YOUR TASK —
Please return all lines from the records below that include the string "BÄRENLAUCHSTRASSE".
• • • • •
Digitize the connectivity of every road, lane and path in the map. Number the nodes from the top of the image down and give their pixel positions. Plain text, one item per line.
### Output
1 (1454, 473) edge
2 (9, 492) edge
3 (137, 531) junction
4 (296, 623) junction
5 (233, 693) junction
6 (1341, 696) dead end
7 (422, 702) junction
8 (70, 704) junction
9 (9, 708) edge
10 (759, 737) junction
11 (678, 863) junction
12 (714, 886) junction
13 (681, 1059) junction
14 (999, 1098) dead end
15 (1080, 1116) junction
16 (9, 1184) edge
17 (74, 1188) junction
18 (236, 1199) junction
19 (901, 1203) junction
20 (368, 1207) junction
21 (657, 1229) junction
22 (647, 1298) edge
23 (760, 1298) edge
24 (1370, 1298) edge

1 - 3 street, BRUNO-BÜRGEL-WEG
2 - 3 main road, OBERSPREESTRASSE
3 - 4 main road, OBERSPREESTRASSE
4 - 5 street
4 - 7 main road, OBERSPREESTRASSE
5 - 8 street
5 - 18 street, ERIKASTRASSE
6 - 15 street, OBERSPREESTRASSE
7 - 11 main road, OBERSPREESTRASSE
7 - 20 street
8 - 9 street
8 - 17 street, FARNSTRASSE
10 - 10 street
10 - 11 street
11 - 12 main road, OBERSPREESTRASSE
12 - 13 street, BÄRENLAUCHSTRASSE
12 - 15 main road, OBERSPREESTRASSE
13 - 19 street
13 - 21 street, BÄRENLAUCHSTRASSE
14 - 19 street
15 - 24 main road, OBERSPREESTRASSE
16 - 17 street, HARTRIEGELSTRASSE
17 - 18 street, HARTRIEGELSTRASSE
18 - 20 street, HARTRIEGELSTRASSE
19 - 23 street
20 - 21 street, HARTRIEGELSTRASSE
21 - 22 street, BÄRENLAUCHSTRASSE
• • • • •
EXERCISE OUTPUT —
12 - 13 street, BÄRENLAUCHSTRASSE
13 - 21 street, BÄRENLAUCHSTRASSE
21 - 22 street, BÄRENLAUCHSTRASSE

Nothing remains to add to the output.